Henri Nyambi Dikosso, director of national solidarity at Cameroon Ministry of Social Affairs is leading a group of social workers and hospital staff removing hundreds of children from streets in the capital Yaoundé this Monday morning. Dikosso says they are making sure they screen against COVID-19, which has been spreading in the central African state.
He says they are taking body temperatures so that the Ministry of Health, which is their partner in the operation to clear children from the streets, can start taking care of suspected COVID-19 cases. He says they are also making sure that street corners where the children lived are disinfected and the children are washed to stop the risk of infections.
Safia Djamila, 17, is among the children who have agreed to leave the streets. She says she has been on her own for three years, living on donations from well-wishers and on leftover food from restaurants. Djamila says she escaped from their family home in the northern town of Mokollo when she lost her mother, and her father brought in another wife who molested her and refused to send her to school.
She says she is leaving the streets because she wants to learn how to cook, sew dresses and do embroidery.
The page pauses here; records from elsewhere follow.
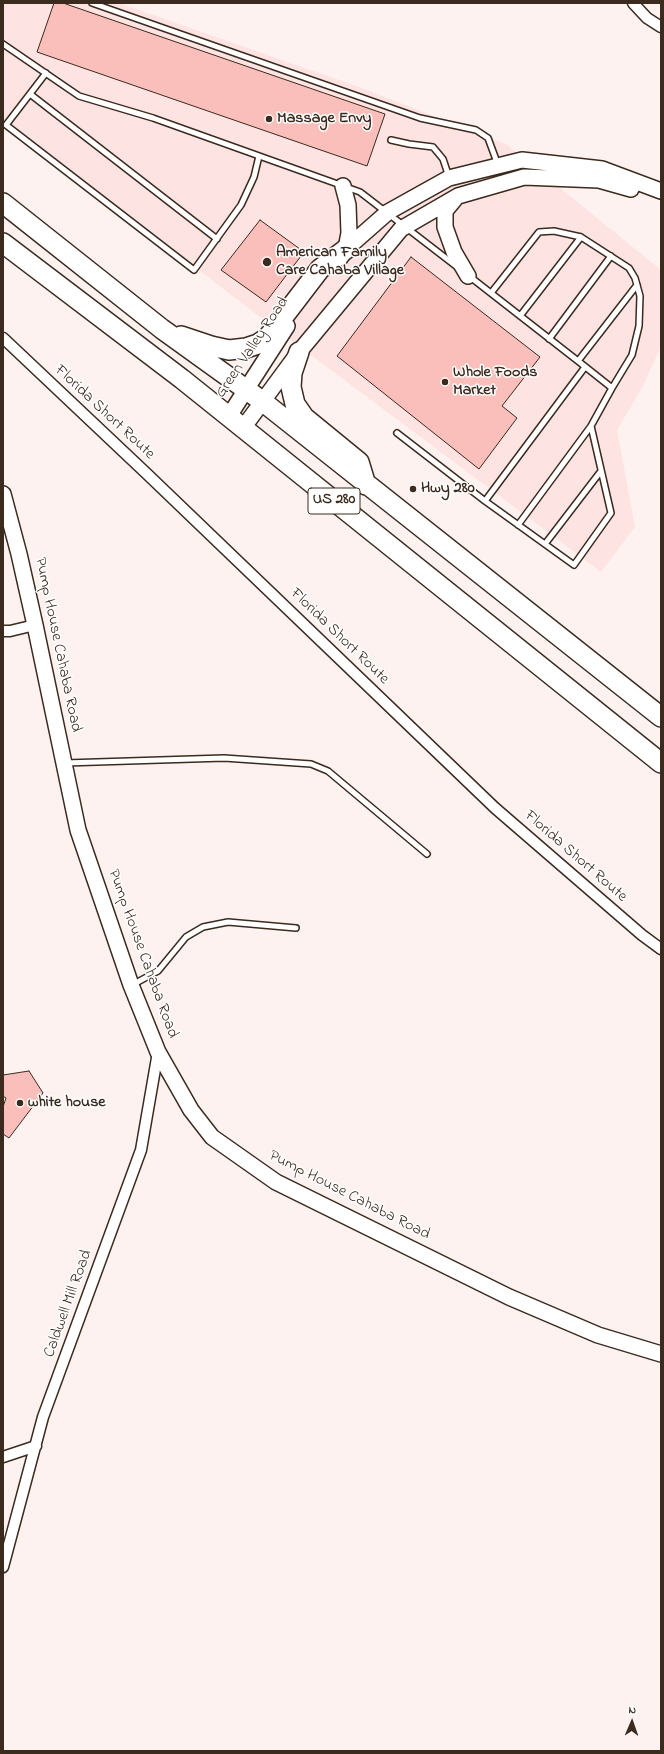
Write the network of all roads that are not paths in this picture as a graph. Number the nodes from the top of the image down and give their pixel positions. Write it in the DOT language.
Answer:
graph roads {
  1 [pos="92,3"];
  2 [pos="633,3"];
  3 [pos="661,27"];
  4 [pos="3,44"];
  5 [pos="46,73"];
  6 [pos="30,94"];
  7 [pos="391,140"];
  8 [pos="259,156"];
  9 [pos="498,166"];
  10 [pos="449,178"];
  11 [pos="343,186"];
  12 [pos="661,191"];
  13 [pos="458,196"];
  14 [pos="661,197"];
  15 [pos="3,203"];
  16 [pos="388,212"];
  17 [pos="405,226"];
  18 [pos="581,237"];
  19 [pos="216,239"];
  20 [pos="3,244"];
  21 [pos="346,249"];
  22 [pos="611,256"];
  23 [pos="468,276"];
  24 [pos="637,285"];
  25 [pos="491,293"];
  26 [pos="520,316"];
  27 [pos="162,329"];
  28 [pos="3,338"];
  29 [pos="549,339"];
  30 [pos="298,352"];
  31 [pos="578,361"];
  32 [pos="585,367"];
  33 [pos="612,388"];
  34 [pos="246,389"];
  35 [pos="262,401"];
  36 [pos="236,422"];
  37 [pos="591,426"];
  38 [pos="397,433"];
  39 [pos="601,471"];
  40 [pos="366,485"];
  41 [pos="3,494"];
  42 [pos="485,501"];
  43 [pos="518,525"];
  44 [pos="545,544"];
  45 [pos="35,625"];
  46 [pos="3,631"];
  47 [pos="661,717"];
  48 [pos="64,763"];
  49 [pos="661,763"];
  50 [pos="427,854"];
  51 [pos="296,928"];
  52 [pos="661,949"];
  53 [pos="131,985"];
  54 [pos="158,1052"];
  55 [pos="661,1354"];
  56 [pos="36,1446"];
  57 [pos="3,1457"];
  58 [pos="3,1567"];
  1 -- 9 [label="lane"];
  2 -- 3 [label="street"];
  4 -- 5 [label="lane"];
  5 -- 6 [label="lane"];
  5 -- 8 [label="lane"];
  6 -- 19 [label="lane"];
  6 -- 19 [label="lane"];
  7 -- 10 [label="lane"];
  8 -- 11 [label="lane"];
  8 -- 19 [label="lane"];
  9 -- 10 [label="street, Green Valley Road"];
  9 -- 12 [label="street, Green Valley Road"];
  10 -- 16 [label="street, Green Valley Road"];
  11 -- 16 [label="lane"];
  11 -- 21 [label="street"];
  13 -- 14 [label="street"];
  13 -- 17 [label="street"];
  13 -- 23 [label="street"];
  15 -- 27 [label="highway, US 280"];
  16 -- 17 [label="lane"];
  16 -- 21 [label="street, Green Valley Road"];
  17 -- 23 [label="lane"];
  17 -- 30 [label="street"];
  18 -- 22 [label="lane"];
  18 -- 25 [label="lane"];
  18 -- 26 [label="lane"];
  20 -- 36 [label="highway, US 280"];
  21 -- 27 [label="highway"];
  21 -- 34 [label="street, Green Valley Road"];
  22 -- 24 [label="lane"];
  22 -- 29 [label="lane"];
  23 -- 25 [label="lane"];
  24 -- 31 [label="lane"];
  24 -- 33 [label="lane"];
  25 -- 26 [label="lane"];
  26 -- 29 [label="lane"];
  27 -- 34 [label="highway, US 280"];
  28 -- 52 [label="street, Florida Short Route"];
  29 -- 31 [label="lane"];
  30 -- 35 [label="street"];
  30 -- 40 [label="highway"];
  31 -- 32 [label="lane"];
  32 -- 33 [label="lane"];
  32 -- 42 [label="lane"];
  33 -- 37 [label="lane"];
  34 -- 35 [label="highway, US 280"];
  34 -- 36 [label="street, Green Valley Road"];
  35 -- 36 [label="street"];
  35 -- 40 [label="highway, US 280"];
  36 -- 49 [label="highway, US 280"];
  37 -- 39 [label="lane"];
  37 -- 43 [label="lane"];
  38 -- 42 [label="lane"];
  39 -- 44 [label="lane"];
  39 -- 44 [label="lane"];
  40 -- 47 [label="highway, US 280"];
  41 -- 45 [label="street, Pump House Cahaba Road"];
  42 -- 43 [label="lane"];
  43 -- 44 [label="lane"];
  45 -- 46 [label="street"];
  45 -- 48 [label="street, Pump House Cahaba Road"];
  48 -- 50 [label="lane"];
  48 -- 53 [label="street, Pump House Cahaba Road"];
  51 -- 53 [label="lane"];
  53 -- 54 [label="street, Pump House Cahaba Road"];
  54 -- 55 [label="street, Pump House Cahaba Road"];
  54 -- 56 [label="street, Caldwell Mill Road"];
  56 -- 57 [label="street"];
  56 -- 58 [label="street, Caldwell Mill Road"];
}
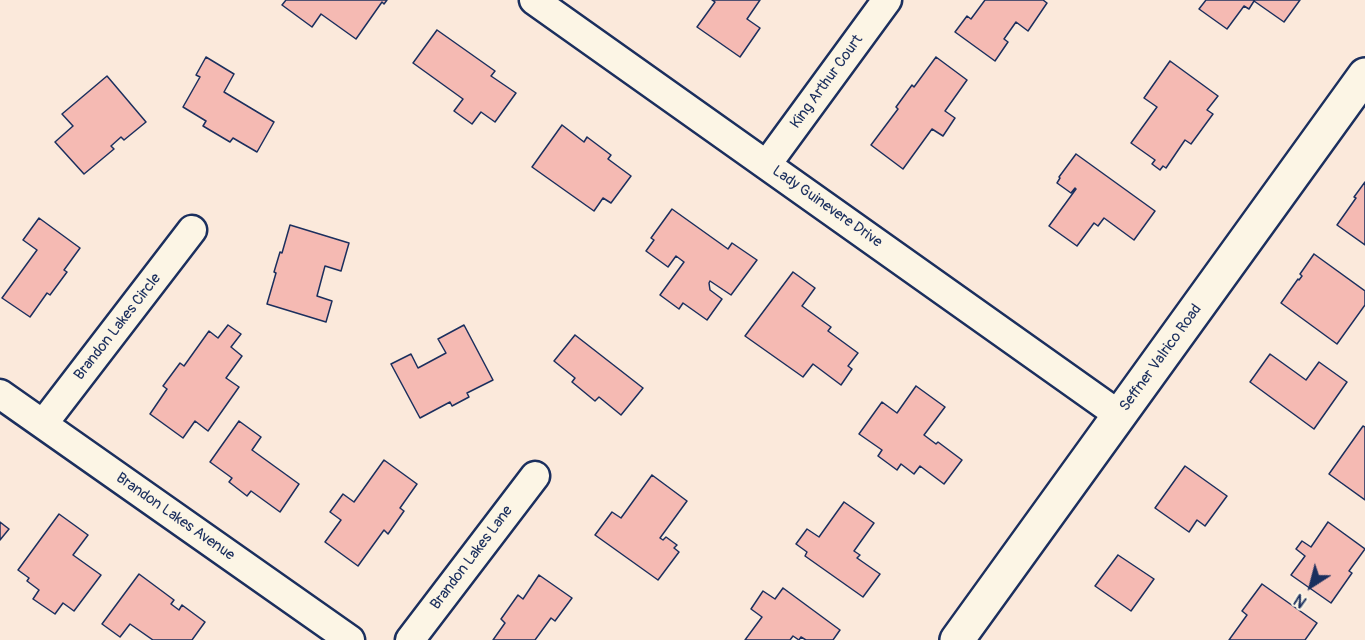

She says her dream is to raise money to attend literacy classes so she can read and write.
Ten years ago, Cameroon said it had counted a thousand street children with ages from 4 years to 17 years in the towns of Yaoundé and Douala. The figures increased to over 10,000 when the separatist crisis broke out in the country’s English speaking north west and south west regions, and Boko Haram terrorism intensified on Cameroons northern border with Nigeria.
Many asylum seekers also came from the troubled Central African Republic.
Cameroon had plans to clear at least 3,000 children from the streets before the end of this year, but the spread of COVID-19, confirmed in 655 of its citizens in about a month, has forced officials to begin removing them from the streets earlier than planned.
Marie-Therese Abena Ondoua, Cameroon minister of Women’s Empowerment and the Family says parents in particular and communities in general should save the lives of the children by clearing them off the streets.
She says they are asking parents who want their children back home to assume their responsibilities by assuring that there is family stability and rigor. She says the government will be giving either education or job training to orphans, asylum seekers and those who refuse to be reunited with their families. Ondoua said high levels of poverty, conflict, family disunity and a high rate of divorce, illiteracy, rural exodus and early marriage were responsible for the increasing number of street children.